Kasus Korupsi EKTP
Hukuman Setya Novanto Disunat MA, Kapan Terpidana Korupsi E-KTP Bebas dari Penjara?
Mahkamah Agung (MA) meninjau dan mengabulkan apa yang diajukan oleh eks Ketua DPR RI terkait kasus korupsi Setya Novanto.
Penulis: Magang TribunWow
Editor: Elfan Fajar Nugroho
TRIBUNWOW.COM - Hukuman terpidana mantan ketua DPR RI, Setya Novanto semakin ringan setelah mendapat potongan dari Mahkamah Agung (MA).
Semula, Setya Novanto sebagai terdakwa kasus korupsi e-KTP divonis penjara selama 15 tahun, kini mendapat keringanan 2,5 tahun.
Mahkamah Agung (MA) meninjau dan mengabulkan permohonan peninjauan kembali (PK) Setya Novanto.
Dengan begitu, Setya Novanto diperkirakan akan bebas pada Mei 2030.
Baca juga: Soroti Setya Novanto Bawa HP di Sukamiskin, ICW Desak Yasonna Laoly Pindah Setnov ke Nusakambangan
"Kabul.
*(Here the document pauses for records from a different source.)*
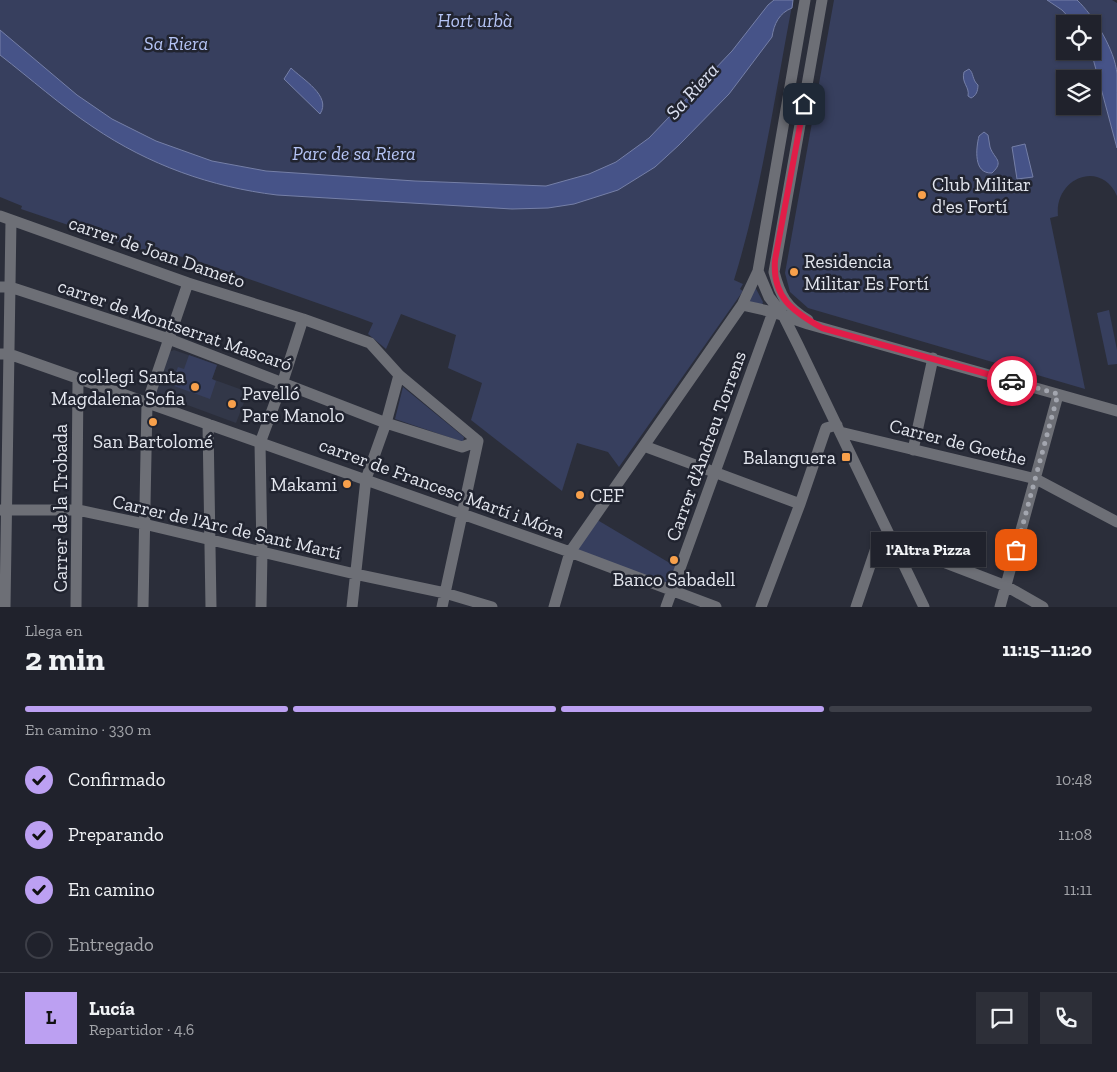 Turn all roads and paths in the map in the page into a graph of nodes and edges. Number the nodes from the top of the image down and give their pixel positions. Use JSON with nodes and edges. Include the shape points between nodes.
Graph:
{"nodes":[{"id":1,"x":804,"y":3,"type":"edge"},
{"id":2,"x":822,"y":4,"type":"edge"},
{"id":3,"x":6,"y":218,"type":"edge"},
{"id":4,"x":758,"y":271,"type":"junction"},
{"id":5,"x":188,"y":283,"type":"junction"},
{"id":6,"x":5,"y":287,"type":"edge"},
{"id":7,"x":742,"y":305,"type":"junction"},
{"id":8,"x":778,"y":314,"type":"junction"},
{"id":9,"x":303,"y":319,"type":"junction"},
{"id":10,"x":822,"y":328,"type":"junction"},
{"id":11,"x":169,"y":339,"type":"junction"},
{"id":12,"x":4,"y":354,"type":"edge"},
{"id":13,"x":933,"y":358,"type":"junction"},
{"id":14,"x":399,"y":374,"type":"junction"},
{"id":15,"x":78,"y":378,"type":"junction"},
{"id":16,"x":283,"y":381,"type":"junction"},
{"id":17,"x":1058,"y":394,"type":"junction"},
{"id":18,"x":147,"y":403,"type":"junction"},
{"id":19,"x":1117,"y":411,"type":"edge"},
{"id":20,"x":386,"y":422,"type":"junction"},
{"id":21,"x":208,"y":424,"type":"junction"},
{"id":22,"x":838,"y":428,"type":"junction"},
{"id":23,"x":478,"y":442,"type":"junction"},
{"id":24,"x":260,"y":443,"type":"junction"},
{"id":25,"x":644,"y":446,"type":"junction"},
{"id":26,"x":913,"y":450,"type":"junction"},
{"id":27,"x":716,"y":472,"type":"junction"},
{"id":28,"x":366,"y":479,"type":"junction"},
{"id":29,"x":1036,"y":479,"type":"junction"},
{"id":30,"x":800,"y":504,"type":"junction"},
{"id":31,"x":3,"y":510,"type":"edge"},
{"id":32,"x":78,"y":510,"type":"junction"},
{"id":33,"x":463,"y":515,"type":"junction"},
{"id":34,"x":1117,"y":522,"type":"edge"},
{"id":35,"x":144,"y":524,"type":"junction"},
{"id":36,"x":892,"y":539,"type":"junction"},
{"id":37,"x":210,"y":540,"type":"junction"},
{"id":38,"x":262,"y":552,"type":"junction"},
{"id":39,"x":570,"y":552,"type":"junction"},
{"id":40,"x":355,"y":574,"type":"junction"},
{"id":41,"x":1006,"y":586,"type":"junction"},
{"id":42,"x":672,"y":592,"type":"junction"},
{"id":43,"x":445,"y":593,"type":"junction"},
{"id":44,"x":5,"y":607,"type":"edge"},
{"id":45,"x":76,"y":607,"type":"edge"},
{"id":46,"x":143,"y":607,"type":"edge"},
{"id":47,"x":211,"y":607,"type":"edge"},
{"id":48,"x":261,"y":607,"type":"edge"},
{"id":49,"x":352,"y":607,"type":"edge"},
{"id":50,"x":442,"y":607,"type":"edge"},
{"id":51,"x":492,"y":607,"type":"edge"},
{"id":52,"x":554,"y":607,"type":"edge"},
{"id":53,"x":666,"y":607,"type":"edge"},
{"id":54,"x":716,"y":607,"type":"edge"},
{"id":55,"x":761,"y":607,"type":"edge"},
{"id":56,"x":856,"y":607,"type":"edge"},
{"id":57,"x":924,"y":607,"type":"edge"},
{"id":58,"x":1000,"y":607,"type":"edge"},
{"id":59,"x":1043,"y":607,"type":"edge"}],
"edges":[{"from":1,"to":4,"type":"street"},
{"from":2,"to":10,"type":"street","via":[[774,272],[786,304]]},
{"from":3,"to":5,"type":"street","name":"carrer de Joan Dameto"},
{"from":3,"to":6,"type":"street"},
{"from":4,"to":7,"type":"street"},
{"from":4,"to":8,"type":"street"},
{"from":5,"to":9,"type":"street","name":"carrer de Joan Dameto"},
{"from":5,"to":11,"type":"street"},
{"from":6,"to":11,"type":"street","name":"carrer de Montserrat Mascaró"},
{"from":6,"to":12,"type":"street"},
{"from":7,"to":8,"type":"street"},
{"from":7,"to":25,"type":"street"},
{"from":8,"to":10,"type":"street"},
{"from":8,"to":22,"type":"street"},
{"from":8,"to":27,"type":"street","name":"Carrer d'Andreu Torrens"},
{"from":9,"to":14,"type":"street","name":"carrer de Joan Dameto","via":[[370,343]]},
{"from":9,"to":16,"type":"street"},
{"from":10,"to":13,"type":"street"},
{"from":11,"to":16,"type":"street","name":"carrer de Montserrat Mascaró"},
{"from":11,"to":18,"type":"street"},
{"from":12,"to":15,"type":"street","name":"carrer de Francesc Martí i Móra"},
{"from":12,"to":31,"type":"street"},
{"from":13,"to":17,"type":"street"},
{"from":13,"to":26,"type":"street"},
{"from":14,"to":20,"type":"street"},
{"from":14,"to":23,"type":"street","name":"carrer de Joan Dameto"},
{"from":15,"to":18,"type":"street","name":"carrer de Francesc Martí i Móra"},
{"from":15,"to":32,"type":"street","name":"Carrer de la Trobada"},
{"from":16,"to":20,"type":"street","name":"carrer de Montserrat Mascaró"},
{"from":16,"to":24,"type":"street"},
{"from":17,"to":19,"type":"street"},
{"from":17,"to":29,"type":"street"},
{"from":18,"to":21,"type":"street","name":"carrer de Francesc Martí i Móra"},
{"from":18,"to":35,"type":"street"},
{"from":20,"to":23,"type":"street","name":"carrer de Montserrat Mascaró","via":[[462,447]]},
{"from":20,"to":28,"type":"street"},
{"from":21,"to":24,"type":"street","name":"carrer de Francesc Martí i Móra"},
{"from":21,"to":37,"type":"street"},
{"from":22,"to":26,"type":"street","name":"Carrer de Goethe"},
{"from":22,"to":30,"type":"street","via":[[826,428]]},
{"from":22,"to":36,"type":"street"},
{"from":23,"to":33,"type":"street"},
{"from":24,"to":28,"type":"street","name":"carrer de Francesc Martí i Móra"},
{"from":24,"to":38,"type":"street"},
{"from":25,"to":27,"type":"street"},
{"from":25,"to":39,"type":"street"},
{"from":26,"to":29,"type":"street","name":"Carrer de Goethe"},
{"from":27,"to":30,"type":"street"},
{"from":27,"to":42,"type":"street","name":"Carrer d'Andreu Torrens"},
{"from":28,"to":33,"type":"street","name":"carrer de Francesc Martí i Móra"},
{"from":28,"to":40,"type":"street"},
{"from":29,"to":34,"type":"street","name":"Carrer de Goethe"},
{"from":29,"to":41,"type":"street"},
{"from":30,"to":55,"type":"street"},
{"from":31,"to":32,"type":"street","name":"Carrer de l'Arc de Sant Martí"},
{"from":31,"to":44,"type":"street"},
{"from":32,"to":35,"type":"street","name":"Carrer de l'Arc de Sant Martí"},
{"from":32,"to":45,"type":"street","name":"Carrer de la Trobada"},
{"from":33,"to":39,"type":"street","name":"carrer de Francesc Martí i Móra"},
{"from":33,"to":43,"type":"street"},
{"from":35,"to":37,"type":"street","name":"Carrer de l'Arc de Sant Martí"},
{"from":35,"to":46,"type":"street"},
{"from":36,"to":41,"type":"street"},
{"from":36,"to":56,"type":"street","via":[[877,545]]},
{"from":36,"to":57,"type":"street"},
{"from":37,"to":38,"type":"street","name":"Carrer de l'Arc de Sant Martí"},
{"from":37,"to":47,"type":"street"},
{"from":38,"to":40,"type":"street","name":"Carrer de l'Arc de Sant Martí"},
{"from":38,"to":48,"type":"street"},
{"from":39,"to":42,"type":"street","name":"carrer de Francesc Martí i Móra"},
{"from":39,"to":52,"type":"street"},
{"from":40,"to":43,"type":"street","name":"Carrer de l'Arc de Sant Martí"},
{"from":40,"to":49,"type":"street"},
{"from":41,"to":58,"type":"street"},
{"from":41,"to":59,"type":"street"},
{"from":42,"to":53,"type":"street","name":"Carrer d'Andreu Torrens"},
{"from":42,"to":54,"type":"street"},
{"from":43,"to":50,"type":"street"},
{"from":43,"to":51,"type":"street","name":"Carrer de l'Arc de Sant Martí"}]} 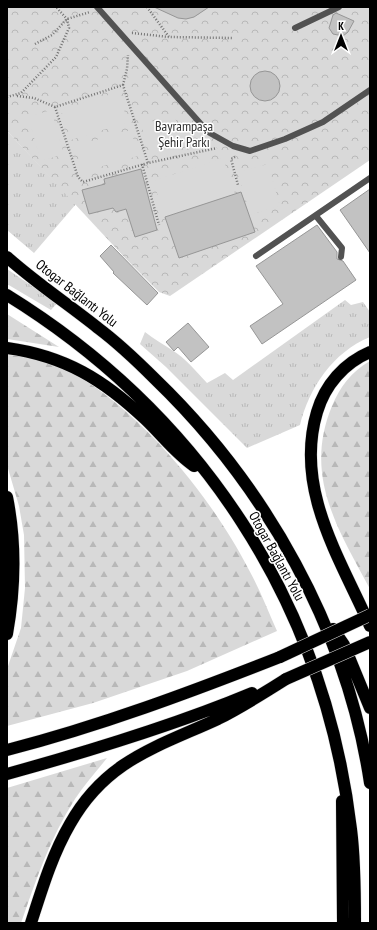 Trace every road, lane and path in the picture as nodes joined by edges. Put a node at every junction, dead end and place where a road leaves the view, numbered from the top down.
1 (56, 7) edge
2 (147, 7) edge
3 (339, 7) edge
4 (98, 8) edge
5 (67, 19) junction
6 (295, 28) dead end
7 (118, 32) junction
8 (169, 37) junction
9 (233, 38) dead end
10 (35, 44) dead end
11 (370, 90) edge
12 (17, 96) junction
13 (7, 97) edge
14 (55, 107) junction
15 (233, 146) junction
16 (250, 151) junction
17 (148, 163) junction
18 (142, 164) junction
19 (370, 178) edge
20 (238, 185) dead end
21 (316, 216) junction
22 (159, 225) dead end
23 (256, 256) dead end
24 (7, 257) edge
25 (341, 257) dead end
26 (7, 295) edge
27 (7, 348) edge
28 (370, 352) edge
29 (209, 476) junction
30 (7, 497) edge
31 (317, 606) junction
32 (370, 615) edge
33 (370, 626) edge
34 (7, 634) edge
35 (370, 642) edge
36 (286, 679) junction
37 (370, 708) edge
38 (7, 750) edge
39 (7, 774) edge
40 (344, 782) junction
41 (370, 783) edge
42 (31, 923) edge
43 (343, 923) edge
44 (355, 923) edge

1 - 5 path
2 - 8 path
3 - 6 lane
4 - 5 path
4 - 7 lane
5 - 10 path
5 - 12 path
7 - 8 path
7 - 15 lane
8 - 9 path
11 - 16 lane
12 - 13 path
12 - 14 path
14 - 17 path
14 - 18 path
15 - 16 lane
15 - 17 path
16 - 20 path
17 - 18 path
18 - 22 path
19 - 21 lane
21 - 23 lane
21 - 25 lane
24 - 31 highway, Otogar Bağlantı Yolu
26 - 29 highway, Otogar Bağlantı Yolu
27 - 29 highway
28 - 33 highway
29 - 40 highway, Otogar Bağlantı Yolu
30 - 34 highway
31 - 37 highway
31 - 41 highway, Otogar Bağlantı Yolu
32 - 38 highway, bridge
35 - 36 highway, bridge
36 - 39 highway
36 - 42 highway
40 - 43 highway
40 - 44 highway, Otogar Bağlantı Yolu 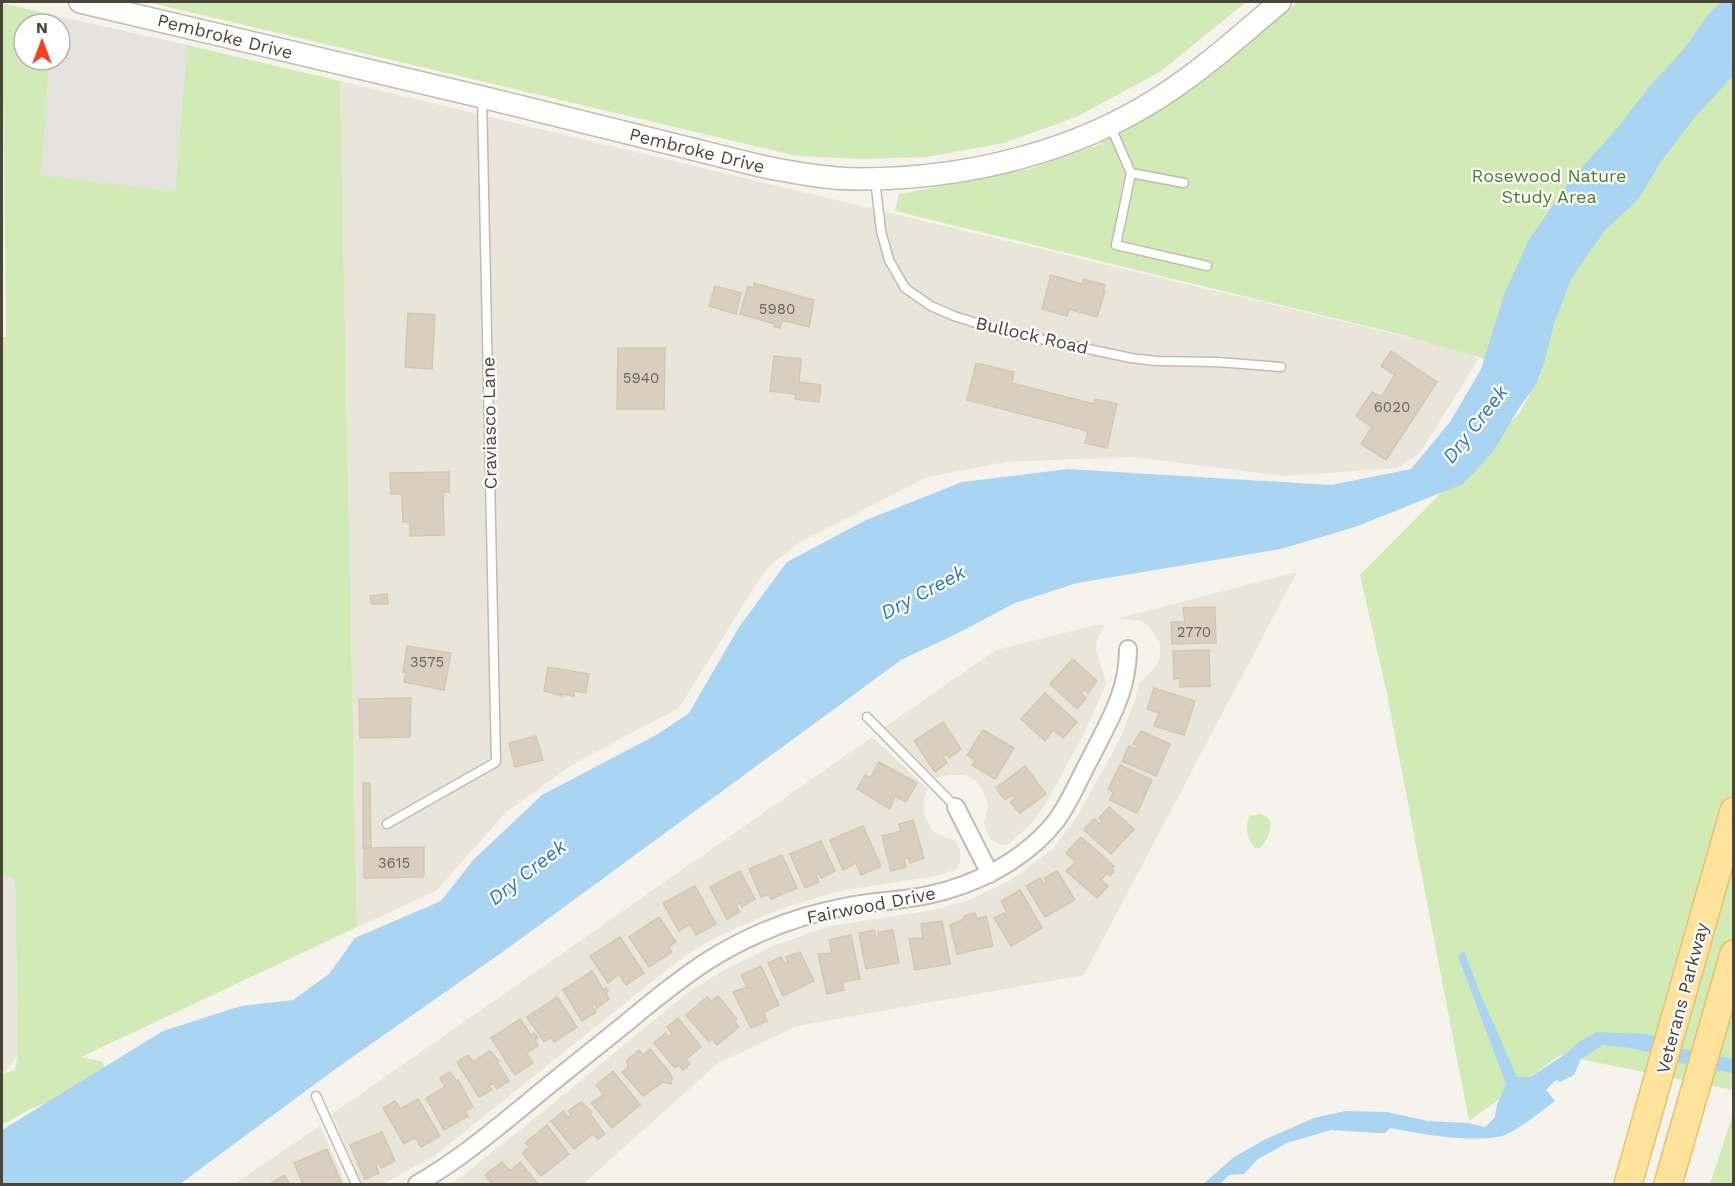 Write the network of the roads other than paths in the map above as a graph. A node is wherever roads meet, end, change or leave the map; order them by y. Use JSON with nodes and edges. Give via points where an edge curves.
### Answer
{"nodes":[{"id":1,"x":80,"y":2,"type":"edge"},
{"id":2,"x":1280,"y":2,"type":"edge"},
{"id":3,"x":482,"y":97,"type":"junction"},
{"id":4,"x":1109,"y":124,"type":"junction"},
{"id":5,"x":1131,"y":174,"type":"junction"},
{"id":6,"x":875,"y":179,"type":"junction"},
{"id":7,"x":1184,"y":183,"type":"dead end"},
{"id":8,"x":1207,"y":266,"type":"dead end"},
{"id":9,"x":1281,"y":366,"type":"dead end"},
{"id":10,"x":1128,"y":649,"type":"dead end"},
{"id":11,"x":867,"y":717,"type":"dead end"},
{"id":12,"x":956,"y":807,"type":"joint"},
{"id":13,"x":1734,"y":811,"type":"edge"},
{"id":14,"x":387,"y":824,"type":"dead end"},
{"id":15,"x":990,"y":874,"type":"junction"},
{"id":16,"x":1732,"y":961,"type":"edge"},
{"id":17,"x":316,"y":1096,"type":"dead end"},
{"id":18,"x":356,"y":1185,"type":"edge"},
{"id":19,"x":417,"y":1185,"type":"edge"},
{"id":20,"x":1628,"y":1185,"type":"edge"},
{"id":21,"x":1668,"y":1185,"type":"edge"}],
"edges":[{"from":1,"to":3,"type":"street","name":"Pembroke Drive"},
{"from":2,"to":4,"type":"street","name":"Pembroke Drive","via":[[1196,73]]},
{"from":3,"to":6,"type":"street","name":"Pembroke Drive","via":[[765,168]]},
{"from":3,"to":14,"type":"lane","name":"Craviasco Lane","via":[[496,762]]},
{"from":4,"to":5,"type":"lane"},
{"from":4,"to":6,"type":"street","name":"Pembroke Drive","via":[[1057,146],[982,168]]},
{"from":5,"to":7,"type":"lane"},
{"from":5,"to":8,"type":"lane","via":[[1116,244]]},
{"from":6,"to":9,"type":"lane","name":"Bullock Road","via":[[889,261],[905,288],[931,306],[998,330],[1131,358]]},
{"from":10,"to":15,"type":"street","name":"Fairwood Drive","via":[[1128,671],[1113,714],[1056,820],[1018,856]]},
{"from":11,"to":12,"type":"lane"},
{"from":12,"to":15,"type":"street"},
{"from":13,"to":20,"type":"main road","name":"Veterans Parkway"},
{"from":15,"to":19,"type":"street","name":"Fairwood Drive","via":[[927,896],[843,907],[801,918],[708,960],[466,1152]]},
{"from":16,"to":21,"type":"main road","name":"Veterans Parkway"},
{"from":17,"to":18,"type":"lane"}]}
Terbukti Pasal 3 jo Pasal 18 UU PTPK jo Pasal 55 Ayat (1) ke-1 KUHP, Pidana penjara selama 12 tahun dan 6 (enam) bulan," demikian keterangan dari putusan nomor 32 PK/Pid.Sus/2020, dikutip dari Tribunnews.com.
MA juga mengurangi masa pencabutan hak politik atau hak untuk menduduki jabatan publik Setya Novanto dari 5 tahun menjadi 2 tahun 6 bulan.
"Pidana tambahan mencabut hak terpidana untuk menduduki jabatan publik selama 2 tahun dan 6 bulan terhitung sejak terpidana selesai menjalani masa pemidanaan," demikian keterangan putusan tersebut yang dikutip dari laman resmi MA, Rabu (2/7/2025).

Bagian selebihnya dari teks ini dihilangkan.